[GOAL OF THE EXERCISE] Could you please find each line in the records that contains the word "Duckens" and copy it?

▬▬▬

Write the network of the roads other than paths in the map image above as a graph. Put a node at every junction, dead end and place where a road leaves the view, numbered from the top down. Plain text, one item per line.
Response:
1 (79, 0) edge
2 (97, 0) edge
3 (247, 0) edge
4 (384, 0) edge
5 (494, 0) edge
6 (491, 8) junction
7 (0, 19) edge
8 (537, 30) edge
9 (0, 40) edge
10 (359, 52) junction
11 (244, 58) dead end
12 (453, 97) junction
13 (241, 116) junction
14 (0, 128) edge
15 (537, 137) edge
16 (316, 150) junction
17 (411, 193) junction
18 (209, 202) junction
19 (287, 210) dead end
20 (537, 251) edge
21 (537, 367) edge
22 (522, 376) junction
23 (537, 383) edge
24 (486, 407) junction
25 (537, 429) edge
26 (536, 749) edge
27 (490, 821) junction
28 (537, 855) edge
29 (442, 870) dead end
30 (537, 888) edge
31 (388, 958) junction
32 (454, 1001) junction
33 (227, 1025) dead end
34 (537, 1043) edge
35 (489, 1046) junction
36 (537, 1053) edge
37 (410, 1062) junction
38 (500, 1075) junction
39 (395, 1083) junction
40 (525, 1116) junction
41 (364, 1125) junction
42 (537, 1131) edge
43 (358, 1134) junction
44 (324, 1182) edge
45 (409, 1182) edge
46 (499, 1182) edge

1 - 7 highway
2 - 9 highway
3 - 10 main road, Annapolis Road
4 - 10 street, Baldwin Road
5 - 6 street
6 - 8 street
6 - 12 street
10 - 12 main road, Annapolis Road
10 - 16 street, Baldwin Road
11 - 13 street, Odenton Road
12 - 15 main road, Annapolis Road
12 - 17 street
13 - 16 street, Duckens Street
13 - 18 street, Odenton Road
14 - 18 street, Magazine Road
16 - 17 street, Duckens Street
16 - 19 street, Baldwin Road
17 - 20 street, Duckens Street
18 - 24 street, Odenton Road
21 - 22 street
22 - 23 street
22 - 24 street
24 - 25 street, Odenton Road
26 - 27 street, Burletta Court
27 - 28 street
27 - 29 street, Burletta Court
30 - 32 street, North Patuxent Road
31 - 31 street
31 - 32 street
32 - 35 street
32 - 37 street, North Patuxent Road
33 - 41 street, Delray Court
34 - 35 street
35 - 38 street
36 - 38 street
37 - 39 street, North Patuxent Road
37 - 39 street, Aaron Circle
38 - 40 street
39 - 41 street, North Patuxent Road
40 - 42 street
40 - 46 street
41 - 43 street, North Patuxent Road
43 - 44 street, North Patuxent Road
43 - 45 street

▬▬▬

[RESPONSE TO THIS EXERCISE]
13 - 16 street, Duckens Street
16 - 17 street, Duckens Street
17 - 20 street, Duckens Street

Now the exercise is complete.